流転累々

水乃 素直

流転累々

 夢を見ていた。長い長い夢を。


 夜行列車がガタンゴトンとレールの上を滑る。そのうち、不意にレールを外れた夜行列車の滑車は、宙に浮いた。

 列車は、地面を浮いたまま、横転せず、走り続けた。列車は角度をあげて、星空の中に伸びていった。『銀河鉄道の夜』と示されたそれを、草むらの上で私はずっと見ていた。

 回る滑車。廻る空。太陽は沈み、月が浮かんだ。



 私は、六畳一間の布団を蹴り上げ、目を覚ました。起き抜けにコーヒーメーカーの電源を入れ、セットを済ませる。

 今日は、あなたとの約束。この生では初めてだけど、それ以前では何回も会ってる。

 予約されたドラム式洗濯機が回っていた。

 コーヒーにフラッシュをいれながら、マグカップで渦を作った。



 あなたが言った。今回は、会うのが遅かったね。えぇ、そうよ。私は答えた。40年と少し。会う約束さえ過ぎて、お互いに別の相手と生活を始めてしまった。

 純喫茶で待ち合わせて、お互いにクリームソーダとコーヒーを頼んだ。この喫茶店は、プリンが有名らしい。少し硬いプリンは、控えめな甘みが特徴だった。

 喫茶店を出た後に、古着屋に入って、ビンテージのブランドを選んだ。レコード屋によって、お互いに音楽の趣味を話しながら時間を潰した。

 ミニシアターで単館系の映画を見て、夕暮れの帰り道に、少しだけ気取ったイタリアンで、あの映画はあんまり面白くなかったね、とか、あの監督の前作は、とか、このシーンを考察するとね、など感想を話した。

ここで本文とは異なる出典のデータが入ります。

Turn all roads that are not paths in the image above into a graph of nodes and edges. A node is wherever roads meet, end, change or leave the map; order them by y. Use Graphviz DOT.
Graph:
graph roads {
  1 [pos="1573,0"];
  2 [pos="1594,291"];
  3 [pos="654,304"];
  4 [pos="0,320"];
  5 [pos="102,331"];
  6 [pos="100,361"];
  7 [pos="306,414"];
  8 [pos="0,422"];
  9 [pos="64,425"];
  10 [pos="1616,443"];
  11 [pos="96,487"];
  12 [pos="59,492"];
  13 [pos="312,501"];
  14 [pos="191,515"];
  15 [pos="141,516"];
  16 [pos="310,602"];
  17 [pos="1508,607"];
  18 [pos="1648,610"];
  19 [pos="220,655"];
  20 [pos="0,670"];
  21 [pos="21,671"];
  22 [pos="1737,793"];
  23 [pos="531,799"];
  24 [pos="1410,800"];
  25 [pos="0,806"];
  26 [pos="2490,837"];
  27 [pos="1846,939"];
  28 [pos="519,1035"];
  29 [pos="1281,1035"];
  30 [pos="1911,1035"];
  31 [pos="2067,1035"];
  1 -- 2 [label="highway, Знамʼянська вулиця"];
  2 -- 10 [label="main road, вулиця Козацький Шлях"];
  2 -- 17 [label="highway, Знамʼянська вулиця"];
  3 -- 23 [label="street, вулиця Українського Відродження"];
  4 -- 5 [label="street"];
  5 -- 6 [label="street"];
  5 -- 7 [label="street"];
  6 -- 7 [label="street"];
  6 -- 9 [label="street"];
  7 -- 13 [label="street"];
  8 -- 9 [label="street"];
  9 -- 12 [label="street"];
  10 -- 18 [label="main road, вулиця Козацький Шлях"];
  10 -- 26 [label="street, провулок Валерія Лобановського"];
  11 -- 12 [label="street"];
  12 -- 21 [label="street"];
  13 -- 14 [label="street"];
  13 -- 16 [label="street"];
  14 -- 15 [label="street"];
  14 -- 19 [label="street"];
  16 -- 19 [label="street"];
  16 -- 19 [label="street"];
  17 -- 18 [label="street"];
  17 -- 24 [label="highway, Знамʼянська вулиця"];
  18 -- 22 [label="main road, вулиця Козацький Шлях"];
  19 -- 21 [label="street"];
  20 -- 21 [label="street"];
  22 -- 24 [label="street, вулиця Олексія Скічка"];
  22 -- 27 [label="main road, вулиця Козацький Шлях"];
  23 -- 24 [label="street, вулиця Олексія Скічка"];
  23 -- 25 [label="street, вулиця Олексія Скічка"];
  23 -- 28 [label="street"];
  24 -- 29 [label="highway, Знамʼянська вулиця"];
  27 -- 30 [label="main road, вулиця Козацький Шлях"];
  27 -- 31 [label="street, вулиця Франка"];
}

 一つずつチェックリストを埋めるように出会った。また、しばらくして、この二人の人生は、渦に流れて、流転した。

 人生は流転する。



 夜行列車は、空を飛びながら、次の駅を教えてくれた。僕らに行き先は無いけれど、できれば先に向かいたかった。

 列車の椅子に寝ていた私は起きた。あなたが言った言葉を思い出した。

 私たちは傷つくことをやめられず、ただ、磨かれ続けるんだよ。

 列車は走り続けた。滑車はガコンガコンと周期的に音を立てながら、走り続けた。

 また眠ると、今度も夢を見た。



 パターン化された毎日、パターン化されたエモ、パターン化された映画、歌、生活、性愛、生と死。



 流転する世界で『あなた』はとても遠い。

 

 おきて。


 あなたの声がした。あなたは私に手を伸ばした。

 手を繋いで、抱き合って、下手なステップを踏みながら、くるくると踊った。

 流転する。重なる。


 あなたが手を解いて、遠くに行こうとする。

 だめ、遠くに行かないで。


 声が出ないふたり。

 人生は、坂を下るように始まり、坂を登る苦しさを抱えて終わる。

 これは本当か嘘か分からない。あなたと私の人生は、何回か繰り返しながら、また会う。離れることなく、続いていく。




 ピピッ。ドラム式洗濯機の音がした。洗濯が終了したみたいだ。